Analytics on data stored in ES

Hi,

We are storing lots of mail messages in ES with multiple fields. 600
Millions+ messages across 3 ES nodes.

There is a custom algorithm which works on batch of messages to correlate
based on fields & other message semantics.
Final result involves groups of messages returned similar to say field
collapsing type results.

Currently we fetch 100K+ messages from ES & apply this logic to return
final results to user. The algo can't be modeled using aggregations.

Obviously this is not scalable approach if say we want to process 100 M
messages as part of this processing & return results in few mins.The
messages are large & partitioned across few ES nodes. We want to main data
locality while processing so as not to download lots of data from ES over
network.

Any way to execute some code over shards from within ES, fine if done as
part of postFilter as well. What are options available before thinking
about Hadoop/Spark using es-hadoop library?
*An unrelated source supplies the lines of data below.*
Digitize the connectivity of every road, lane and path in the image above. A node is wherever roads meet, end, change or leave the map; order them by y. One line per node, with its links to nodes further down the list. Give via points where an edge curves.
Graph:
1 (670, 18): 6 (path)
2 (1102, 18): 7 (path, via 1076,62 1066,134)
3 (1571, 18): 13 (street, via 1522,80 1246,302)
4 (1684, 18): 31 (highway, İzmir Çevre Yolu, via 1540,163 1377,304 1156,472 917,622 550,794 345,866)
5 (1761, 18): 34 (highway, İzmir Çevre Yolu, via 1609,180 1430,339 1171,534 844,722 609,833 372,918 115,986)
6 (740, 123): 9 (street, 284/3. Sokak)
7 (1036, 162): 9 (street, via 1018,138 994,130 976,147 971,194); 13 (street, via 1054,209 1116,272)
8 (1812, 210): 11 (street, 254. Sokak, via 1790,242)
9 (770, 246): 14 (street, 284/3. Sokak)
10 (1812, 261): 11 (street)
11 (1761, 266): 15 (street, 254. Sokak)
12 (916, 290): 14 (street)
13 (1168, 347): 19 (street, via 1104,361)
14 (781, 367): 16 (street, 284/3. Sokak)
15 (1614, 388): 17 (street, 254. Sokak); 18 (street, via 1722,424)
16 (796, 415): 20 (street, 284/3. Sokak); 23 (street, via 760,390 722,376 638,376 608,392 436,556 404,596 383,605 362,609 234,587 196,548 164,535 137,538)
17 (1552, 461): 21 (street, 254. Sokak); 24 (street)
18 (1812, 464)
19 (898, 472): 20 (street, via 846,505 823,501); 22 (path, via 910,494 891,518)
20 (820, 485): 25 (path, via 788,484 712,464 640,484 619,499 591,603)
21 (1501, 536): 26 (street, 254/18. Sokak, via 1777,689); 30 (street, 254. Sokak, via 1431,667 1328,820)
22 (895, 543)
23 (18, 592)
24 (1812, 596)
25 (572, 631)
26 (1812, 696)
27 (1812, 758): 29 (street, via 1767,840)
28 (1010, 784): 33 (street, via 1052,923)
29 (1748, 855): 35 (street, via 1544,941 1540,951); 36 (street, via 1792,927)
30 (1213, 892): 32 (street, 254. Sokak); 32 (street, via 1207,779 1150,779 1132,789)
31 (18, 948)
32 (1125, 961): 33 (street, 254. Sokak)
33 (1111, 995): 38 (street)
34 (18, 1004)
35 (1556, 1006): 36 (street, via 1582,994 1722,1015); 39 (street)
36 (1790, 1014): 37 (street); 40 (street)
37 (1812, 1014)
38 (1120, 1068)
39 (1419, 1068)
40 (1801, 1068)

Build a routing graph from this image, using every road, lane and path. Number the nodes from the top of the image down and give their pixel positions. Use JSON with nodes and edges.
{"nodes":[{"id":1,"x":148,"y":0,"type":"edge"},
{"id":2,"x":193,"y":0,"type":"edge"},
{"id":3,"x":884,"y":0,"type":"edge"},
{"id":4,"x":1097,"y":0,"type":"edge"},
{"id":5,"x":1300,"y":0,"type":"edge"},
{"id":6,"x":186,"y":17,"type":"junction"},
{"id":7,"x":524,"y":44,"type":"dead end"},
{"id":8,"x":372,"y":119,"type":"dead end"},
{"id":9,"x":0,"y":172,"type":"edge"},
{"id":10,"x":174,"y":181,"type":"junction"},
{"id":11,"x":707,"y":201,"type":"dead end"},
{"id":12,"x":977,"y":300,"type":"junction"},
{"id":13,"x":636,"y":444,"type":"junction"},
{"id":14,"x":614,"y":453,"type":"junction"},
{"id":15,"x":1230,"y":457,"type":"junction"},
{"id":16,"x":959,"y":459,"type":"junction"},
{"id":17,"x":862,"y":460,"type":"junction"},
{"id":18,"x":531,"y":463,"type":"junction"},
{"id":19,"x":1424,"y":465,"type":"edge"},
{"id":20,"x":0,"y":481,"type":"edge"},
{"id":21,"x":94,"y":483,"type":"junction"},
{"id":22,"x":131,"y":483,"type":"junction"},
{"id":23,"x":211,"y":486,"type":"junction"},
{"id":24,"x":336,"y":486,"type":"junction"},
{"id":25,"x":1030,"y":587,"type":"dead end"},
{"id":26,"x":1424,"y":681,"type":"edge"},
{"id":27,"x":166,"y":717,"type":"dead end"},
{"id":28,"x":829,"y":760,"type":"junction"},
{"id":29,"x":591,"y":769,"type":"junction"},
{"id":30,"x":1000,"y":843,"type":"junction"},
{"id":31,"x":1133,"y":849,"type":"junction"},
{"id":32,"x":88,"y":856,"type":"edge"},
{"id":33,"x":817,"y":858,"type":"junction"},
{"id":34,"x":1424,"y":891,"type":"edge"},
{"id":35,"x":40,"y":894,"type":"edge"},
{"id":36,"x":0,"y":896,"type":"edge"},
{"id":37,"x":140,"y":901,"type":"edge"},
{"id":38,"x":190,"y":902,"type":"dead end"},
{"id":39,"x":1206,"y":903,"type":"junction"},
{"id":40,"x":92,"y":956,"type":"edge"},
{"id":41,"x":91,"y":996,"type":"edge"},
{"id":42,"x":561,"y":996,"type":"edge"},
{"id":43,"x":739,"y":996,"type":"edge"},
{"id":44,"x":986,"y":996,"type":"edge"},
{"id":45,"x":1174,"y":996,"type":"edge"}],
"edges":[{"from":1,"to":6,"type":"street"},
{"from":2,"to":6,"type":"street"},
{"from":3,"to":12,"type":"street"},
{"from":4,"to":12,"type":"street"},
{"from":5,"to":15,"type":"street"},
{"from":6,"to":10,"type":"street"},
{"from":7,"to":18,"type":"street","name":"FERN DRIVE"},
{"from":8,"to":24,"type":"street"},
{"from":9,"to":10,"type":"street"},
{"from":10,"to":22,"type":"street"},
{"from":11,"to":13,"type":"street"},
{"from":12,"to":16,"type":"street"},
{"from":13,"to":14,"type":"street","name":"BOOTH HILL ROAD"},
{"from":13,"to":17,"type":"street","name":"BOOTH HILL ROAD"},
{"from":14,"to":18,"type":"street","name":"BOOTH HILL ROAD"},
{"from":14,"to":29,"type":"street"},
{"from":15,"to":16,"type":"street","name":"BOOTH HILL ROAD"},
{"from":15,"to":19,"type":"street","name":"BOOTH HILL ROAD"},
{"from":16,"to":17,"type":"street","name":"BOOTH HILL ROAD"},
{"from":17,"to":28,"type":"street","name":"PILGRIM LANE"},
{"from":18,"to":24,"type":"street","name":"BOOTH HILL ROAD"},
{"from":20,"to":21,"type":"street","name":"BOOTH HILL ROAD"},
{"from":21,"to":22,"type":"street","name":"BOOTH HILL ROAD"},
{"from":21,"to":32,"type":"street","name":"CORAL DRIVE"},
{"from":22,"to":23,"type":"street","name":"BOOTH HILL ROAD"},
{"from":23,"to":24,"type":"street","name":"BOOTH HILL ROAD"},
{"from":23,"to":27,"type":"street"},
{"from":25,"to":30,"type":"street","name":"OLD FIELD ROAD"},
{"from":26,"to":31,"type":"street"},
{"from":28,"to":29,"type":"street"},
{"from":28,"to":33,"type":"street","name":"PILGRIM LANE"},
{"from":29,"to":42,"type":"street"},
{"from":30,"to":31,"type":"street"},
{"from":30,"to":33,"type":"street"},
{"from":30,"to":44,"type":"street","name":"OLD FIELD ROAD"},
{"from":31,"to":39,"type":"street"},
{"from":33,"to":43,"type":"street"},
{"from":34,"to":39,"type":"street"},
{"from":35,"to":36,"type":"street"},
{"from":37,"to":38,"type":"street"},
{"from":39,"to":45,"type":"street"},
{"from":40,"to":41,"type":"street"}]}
Solr seems to be having such a plugin hook(experimental) for custom
processing.
https://cwiki.apache.org/confluence/display/solr/AnalyticsQuery+API

Thanks,
Ram

--
You received this message because you are subscribed to the Google Groups "elasticsearch" group.
To unsubscribe from this group and stop receiving emails from it, send an email to elasticsearch+unsubscribe@googlegroups.com.
To view this discussion on the web visit https://groups.google.com/d/msgid/elasticsearch/f98a4bcb-2d9b-4aca-b49d-9afce519a69a%40googlegroups.com.
For more options, visit https://groups.google.com/d/optout.

Hi Ram,
we have built something similar for a compliance analytics
application. Consider the following:

  • The feeding pipeline should perform any tagging, extractions,
    enrichments, classification as much as possible. The results will be
    indexed. Usually, that takes care of some computationally intensive
    tasks (e.g., complex entity extraction, relationship extraction) and
    prepares for later analytics by providing proper entities to work on. As
    messages usually don't change (i.e., once indexed, you will keep them
    unchanged for the rest of their lifetime), spending a bit more compute
    time in feeding is fine.

  • You don't have to store the original message contents in
    Elasticsearch. Try Apache Cassandra and only index a message id in
    Elasticsearch, that can be used to retrieve the original message from
    Cassandra or simply from a file storage (in the case of
    compliance/e-discovery, it tends to be an immutable file storage). In
    our application, relevant meta-data is only about 60% of the source
    volume, so storing original messages somewhere else would require only
    about 38% of the Elasticsearch storage required for both.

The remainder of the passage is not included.